1960年の東映キャンプで左から、毒島、ラドラ、西園寺昭夫、張本勲、山本八郎(写真=共同通信)

 1954年から61年まで、東京・世田谷区の駒澤野球場を本拠地とした東映は、荒っぽいチームゆえに[駒沢の暴れん坊]と称された。当時は大田区鵜の木(うのき)に住み、球場が近くてよく観戦していた談志師匠によれば、試合中の暴力行為で出場停止処分となり「ケンカ八」と呼ばれた山本八郎をはじめ、張本勲、土橋正幸は特に恐ろしい存在だったという。

 そんななか、毒島さんは落語好きだったから談志師匠と接点があったそうだが、僕はてっきり、毒島さんも「暴れん坊」だと思い込んでいた。思い込みが払拭されたのは、東映ファンの作家、佐山一郎の一文に触れてからだ。『駒沢に猛者たちがいた。』と題されたコラムで光が当てられていた。

〈「駒澤神話」でとかく見過ごされがちなのが、福本豊(阪急)に次ぐ三塁打106本の記録を持つ毒島章一の存在だろう。左打ちの好打者は性格温厚で、血気盛んな異端児集団の人望を集めた。〉
 
 まったく、「暴れん坊」ではなかった。この記述だけで、毒島さんが入団6年目、23歳の若さで主将を務め、のちに[ミスターフライヤーズ]と呼ばれた由縁が感じ取れる。続いて、積み重ねた記録が紹介される。

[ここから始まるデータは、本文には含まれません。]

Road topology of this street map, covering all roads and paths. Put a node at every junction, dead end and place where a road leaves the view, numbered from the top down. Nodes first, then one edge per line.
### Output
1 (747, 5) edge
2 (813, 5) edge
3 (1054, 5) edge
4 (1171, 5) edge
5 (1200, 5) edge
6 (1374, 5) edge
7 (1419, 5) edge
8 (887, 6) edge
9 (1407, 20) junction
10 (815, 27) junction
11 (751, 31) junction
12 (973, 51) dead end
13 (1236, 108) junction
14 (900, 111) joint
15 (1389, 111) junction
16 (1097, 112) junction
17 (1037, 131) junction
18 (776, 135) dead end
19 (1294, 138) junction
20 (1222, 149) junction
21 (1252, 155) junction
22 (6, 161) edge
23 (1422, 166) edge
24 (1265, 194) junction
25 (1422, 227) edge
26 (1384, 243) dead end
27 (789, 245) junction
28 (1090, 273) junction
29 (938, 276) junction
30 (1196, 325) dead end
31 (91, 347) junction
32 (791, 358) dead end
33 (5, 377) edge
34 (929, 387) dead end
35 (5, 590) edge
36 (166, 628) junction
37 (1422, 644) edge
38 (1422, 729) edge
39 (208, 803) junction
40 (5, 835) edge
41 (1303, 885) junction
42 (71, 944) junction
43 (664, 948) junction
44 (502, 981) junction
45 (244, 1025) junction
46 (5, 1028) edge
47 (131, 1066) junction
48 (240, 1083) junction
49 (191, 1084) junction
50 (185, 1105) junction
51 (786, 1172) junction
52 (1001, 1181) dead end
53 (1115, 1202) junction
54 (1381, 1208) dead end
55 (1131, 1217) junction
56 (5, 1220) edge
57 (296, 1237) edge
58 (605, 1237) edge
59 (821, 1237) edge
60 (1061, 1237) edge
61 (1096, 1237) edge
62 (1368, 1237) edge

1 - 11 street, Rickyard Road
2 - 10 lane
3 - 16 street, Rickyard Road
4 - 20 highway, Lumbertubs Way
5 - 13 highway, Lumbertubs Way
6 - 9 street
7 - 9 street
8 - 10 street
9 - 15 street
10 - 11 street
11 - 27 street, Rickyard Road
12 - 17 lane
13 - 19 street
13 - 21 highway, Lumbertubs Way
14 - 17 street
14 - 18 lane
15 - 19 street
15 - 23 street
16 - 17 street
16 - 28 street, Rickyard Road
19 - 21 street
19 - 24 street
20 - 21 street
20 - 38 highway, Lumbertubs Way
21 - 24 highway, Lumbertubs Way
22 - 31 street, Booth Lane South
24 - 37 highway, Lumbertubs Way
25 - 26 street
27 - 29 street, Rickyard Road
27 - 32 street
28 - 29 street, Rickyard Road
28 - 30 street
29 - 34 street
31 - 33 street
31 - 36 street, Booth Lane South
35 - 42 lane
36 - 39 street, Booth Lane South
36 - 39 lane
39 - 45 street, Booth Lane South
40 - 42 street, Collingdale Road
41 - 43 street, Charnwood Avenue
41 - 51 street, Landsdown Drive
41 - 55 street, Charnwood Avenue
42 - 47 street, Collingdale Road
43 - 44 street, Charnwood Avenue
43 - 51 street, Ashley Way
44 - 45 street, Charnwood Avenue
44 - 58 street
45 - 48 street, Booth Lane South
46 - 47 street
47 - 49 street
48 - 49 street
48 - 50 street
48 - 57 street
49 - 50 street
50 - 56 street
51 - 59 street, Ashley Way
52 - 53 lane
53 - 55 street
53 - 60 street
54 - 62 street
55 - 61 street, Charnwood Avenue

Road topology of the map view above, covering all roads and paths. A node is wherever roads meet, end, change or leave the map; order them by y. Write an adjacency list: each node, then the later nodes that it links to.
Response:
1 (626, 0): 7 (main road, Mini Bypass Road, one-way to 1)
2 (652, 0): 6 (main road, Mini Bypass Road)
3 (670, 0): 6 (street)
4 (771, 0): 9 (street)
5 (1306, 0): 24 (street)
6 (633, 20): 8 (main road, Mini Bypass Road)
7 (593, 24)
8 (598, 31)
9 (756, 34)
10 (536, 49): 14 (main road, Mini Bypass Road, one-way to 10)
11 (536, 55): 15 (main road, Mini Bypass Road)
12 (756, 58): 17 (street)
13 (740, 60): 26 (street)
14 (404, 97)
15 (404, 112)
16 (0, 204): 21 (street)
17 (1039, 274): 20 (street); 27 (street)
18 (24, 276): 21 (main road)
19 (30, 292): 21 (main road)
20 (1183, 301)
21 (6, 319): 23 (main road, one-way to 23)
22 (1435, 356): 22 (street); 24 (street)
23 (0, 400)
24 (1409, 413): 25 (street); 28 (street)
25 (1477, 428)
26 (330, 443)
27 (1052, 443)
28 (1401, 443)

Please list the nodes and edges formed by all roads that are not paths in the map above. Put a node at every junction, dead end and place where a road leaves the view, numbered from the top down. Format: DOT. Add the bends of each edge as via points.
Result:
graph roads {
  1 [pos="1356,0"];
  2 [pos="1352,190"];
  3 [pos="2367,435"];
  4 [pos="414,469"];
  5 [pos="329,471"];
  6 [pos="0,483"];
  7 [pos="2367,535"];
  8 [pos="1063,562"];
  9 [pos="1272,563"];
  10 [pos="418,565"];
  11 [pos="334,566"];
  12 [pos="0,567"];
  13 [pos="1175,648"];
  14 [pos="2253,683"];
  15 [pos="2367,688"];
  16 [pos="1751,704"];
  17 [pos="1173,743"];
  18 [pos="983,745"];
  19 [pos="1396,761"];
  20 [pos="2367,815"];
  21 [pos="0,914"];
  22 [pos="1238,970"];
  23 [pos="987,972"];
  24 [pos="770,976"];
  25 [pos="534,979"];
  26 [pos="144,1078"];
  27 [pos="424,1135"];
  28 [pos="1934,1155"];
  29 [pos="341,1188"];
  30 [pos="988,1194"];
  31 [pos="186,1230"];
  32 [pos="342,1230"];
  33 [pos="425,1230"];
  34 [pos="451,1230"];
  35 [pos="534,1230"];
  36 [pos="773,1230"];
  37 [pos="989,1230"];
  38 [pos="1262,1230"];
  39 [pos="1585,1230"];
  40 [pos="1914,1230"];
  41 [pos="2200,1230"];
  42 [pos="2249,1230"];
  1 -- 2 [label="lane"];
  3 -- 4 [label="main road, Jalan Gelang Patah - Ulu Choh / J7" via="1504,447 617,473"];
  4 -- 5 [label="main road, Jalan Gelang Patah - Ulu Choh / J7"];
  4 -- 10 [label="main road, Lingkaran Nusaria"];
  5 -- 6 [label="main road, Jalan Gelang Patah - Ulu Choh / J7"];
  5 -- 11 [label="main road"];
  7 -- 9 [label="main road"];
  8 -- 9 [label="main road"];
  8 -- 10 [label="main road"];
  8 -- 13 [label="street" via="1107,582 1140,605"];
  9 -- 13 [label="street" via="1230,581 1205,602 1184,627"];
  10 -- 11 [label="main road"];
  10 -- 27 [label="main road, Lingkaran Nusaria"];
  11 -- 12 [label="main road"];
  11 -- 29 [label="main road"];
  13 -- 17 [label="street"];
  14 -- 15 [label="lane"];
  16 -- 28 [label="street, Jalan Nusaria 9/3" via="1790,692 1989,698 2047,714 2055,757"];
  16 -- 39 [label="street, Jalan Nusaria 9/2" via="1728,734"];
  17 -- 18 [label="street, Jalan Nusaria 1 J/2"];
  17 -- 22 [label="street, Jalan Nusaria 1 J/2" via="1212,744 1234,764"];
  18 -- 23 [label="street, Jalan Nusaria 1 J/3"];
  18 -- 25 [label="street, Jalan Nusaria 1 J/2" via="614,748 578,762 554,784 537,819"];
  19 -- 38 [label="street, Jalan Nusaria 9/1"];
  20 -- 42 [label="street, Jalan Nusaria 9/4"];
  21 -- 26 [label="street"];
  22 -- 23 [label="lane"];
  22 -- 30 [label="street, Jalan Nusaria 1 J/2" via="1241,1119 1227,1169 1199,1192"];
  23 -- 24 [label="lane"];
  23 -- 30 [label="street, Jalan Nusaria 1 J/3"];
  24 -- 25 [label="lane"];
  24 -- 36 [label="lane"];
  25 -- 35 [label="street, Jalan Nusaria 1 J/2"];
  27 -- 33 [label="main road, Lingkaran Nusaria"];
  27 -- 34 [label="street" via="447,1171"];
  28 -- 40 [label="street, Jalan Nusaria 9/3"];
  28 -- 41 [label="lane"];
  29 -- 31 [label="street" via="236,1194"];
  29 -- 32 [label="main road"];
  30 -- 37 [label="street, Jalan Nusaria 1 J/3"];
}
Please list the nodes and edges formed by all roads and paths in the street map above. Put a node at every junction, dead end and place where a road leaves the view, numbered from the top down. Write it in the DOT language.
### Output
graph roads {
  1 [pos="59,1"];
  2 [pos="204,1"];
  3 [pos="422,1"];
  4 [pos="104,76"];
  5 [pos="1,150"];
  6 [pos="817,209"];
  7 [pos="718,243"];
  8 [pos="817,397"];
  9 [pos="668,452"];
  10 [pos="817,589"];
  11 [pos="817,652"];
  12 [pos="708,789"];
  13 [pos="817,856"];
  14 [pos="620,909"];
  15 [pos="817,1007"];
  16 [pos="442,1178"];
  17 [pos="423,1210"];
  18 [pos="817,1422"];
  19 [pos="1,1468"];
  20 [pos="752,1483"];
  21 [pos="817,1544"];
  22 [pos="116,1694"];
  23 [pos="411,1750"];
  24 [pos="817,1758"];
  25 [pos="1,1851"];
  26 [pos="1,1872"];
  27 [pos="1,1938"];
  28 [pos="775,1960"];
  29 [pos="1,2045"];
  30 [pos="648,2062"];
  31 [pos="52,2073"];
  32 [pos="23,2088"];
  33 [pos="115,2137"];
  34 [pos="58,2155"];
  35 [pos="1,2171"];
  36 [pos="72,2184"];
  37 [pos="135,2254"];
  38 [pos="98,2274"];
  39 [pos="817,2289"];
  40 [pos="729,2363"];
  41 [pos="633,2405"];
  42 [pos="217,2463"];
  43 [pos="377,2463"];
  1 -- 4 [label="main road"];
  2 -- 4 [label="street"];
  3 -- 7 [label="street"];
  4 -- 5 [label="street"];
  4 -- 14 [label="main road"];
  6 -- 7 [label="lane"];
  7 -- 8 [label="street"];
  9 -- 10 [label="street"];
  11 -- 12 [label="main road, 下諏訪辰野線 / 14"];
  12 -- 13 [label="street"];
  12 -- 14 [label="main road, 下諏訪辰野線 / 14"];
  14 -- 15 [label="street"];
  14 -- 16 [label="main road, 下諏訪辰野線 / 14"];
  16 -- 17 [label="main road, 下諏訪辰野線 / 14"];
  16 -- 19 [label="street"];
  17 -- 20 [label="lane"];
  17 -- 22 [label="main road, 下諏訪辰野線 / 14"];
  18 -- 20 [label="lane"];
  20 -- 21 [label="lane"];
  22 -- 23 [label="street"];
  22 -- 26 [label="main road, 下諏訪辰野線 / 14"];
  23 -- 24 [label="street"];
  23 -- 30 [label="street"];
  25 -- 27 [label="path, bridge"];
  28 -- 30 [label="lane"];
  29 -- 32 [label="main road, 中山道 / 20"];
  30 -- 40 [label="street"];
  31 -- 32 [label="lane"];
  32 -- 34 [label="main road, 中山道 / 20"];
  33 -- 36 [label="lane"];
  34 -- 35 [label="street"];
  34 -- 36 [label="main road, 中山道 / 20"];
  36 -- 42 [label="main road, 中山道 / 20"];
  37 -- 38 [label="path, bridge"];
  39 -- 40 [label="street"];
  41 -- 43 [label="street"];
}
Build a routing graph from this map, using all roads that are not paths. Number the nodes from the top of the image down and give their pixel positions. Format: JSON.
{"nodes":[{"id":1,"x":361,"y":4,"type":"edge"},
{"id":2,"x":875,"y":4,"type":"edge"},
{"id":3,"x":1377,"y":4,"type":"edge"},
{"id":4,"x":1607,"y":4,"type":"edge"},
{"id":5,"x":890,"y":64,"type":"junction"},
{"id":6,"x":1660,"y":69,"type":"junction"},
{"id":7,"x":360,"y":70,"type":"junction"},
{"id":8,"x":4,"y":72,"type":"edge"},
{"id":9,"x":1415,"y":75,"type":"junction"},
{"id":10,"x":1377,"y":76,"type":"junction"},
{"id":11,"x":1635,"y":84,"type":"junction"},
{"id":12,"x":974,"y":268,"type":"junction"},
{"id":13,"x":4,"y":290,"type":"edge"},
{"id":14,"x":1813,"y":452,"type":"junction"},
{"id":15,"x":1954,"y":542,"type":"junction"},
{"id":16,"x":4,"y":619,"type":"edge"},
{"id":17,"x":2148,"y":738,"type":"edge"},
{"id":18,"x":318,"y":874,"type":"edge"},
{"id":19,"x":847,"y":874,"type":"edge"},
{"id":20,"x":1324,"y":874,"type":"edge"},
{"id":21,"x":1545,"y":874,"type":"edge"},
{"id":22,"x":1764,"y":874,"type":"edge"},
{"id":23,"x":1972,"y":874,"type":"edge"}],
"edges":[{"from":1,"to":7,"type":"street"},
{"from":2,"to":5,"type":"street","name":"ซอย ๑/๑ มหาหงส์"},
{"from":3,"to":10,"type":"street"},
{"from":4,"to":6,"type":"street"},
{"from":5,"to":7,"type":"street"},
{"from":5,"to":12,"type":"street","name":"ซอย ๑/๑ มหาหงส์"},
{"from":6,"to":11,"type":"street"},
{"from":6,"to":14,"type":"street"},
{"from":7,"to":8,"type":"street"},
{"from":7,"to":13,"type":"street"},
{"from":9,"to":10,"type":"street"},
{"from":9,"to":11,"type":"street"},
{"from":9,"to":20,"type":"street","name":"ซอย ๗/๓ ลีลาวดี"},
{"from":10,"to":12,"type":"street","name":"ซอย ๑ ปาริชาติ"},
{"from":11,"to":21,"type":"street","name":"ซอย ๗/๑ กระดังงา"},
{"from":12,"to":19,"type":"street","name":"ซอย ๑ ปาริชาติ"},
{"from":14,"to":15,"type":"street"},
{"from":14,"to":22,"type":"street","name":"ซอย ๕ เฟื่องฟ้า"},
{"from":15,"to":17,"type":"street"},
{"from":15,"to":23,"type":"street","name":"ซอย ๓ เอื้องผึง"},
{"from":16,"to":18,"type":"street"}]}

〈現役を終わってみれば、実働18年、ベストナイン3回、2056試合に出場し、7148打数、1977安打、122本塁打、688打点、平均打率2割7分7厘。「名球会」入の条件を満たす2千本安打までは、あと23本。オールスター戦にも昭和31年以来18試合に出場し、21打数8安打、2本塁打の打率3割8分1厘。〉

 文中の〈あと23本〉が、2012年5月、もうひとつのきっかけになった。というのも、同年4月28日に日本ハムの稲葉篤紀、5月4日にはヤクルトの宮本慎也と、通算2000本安打の記録達成が相次いだ。その一方、ソフトバンクの小久保裕紀は1999安打まで打った後、腰の故障のため5月25日に登録を抹消されたが、いずれ復帰して達成するのは間違いない。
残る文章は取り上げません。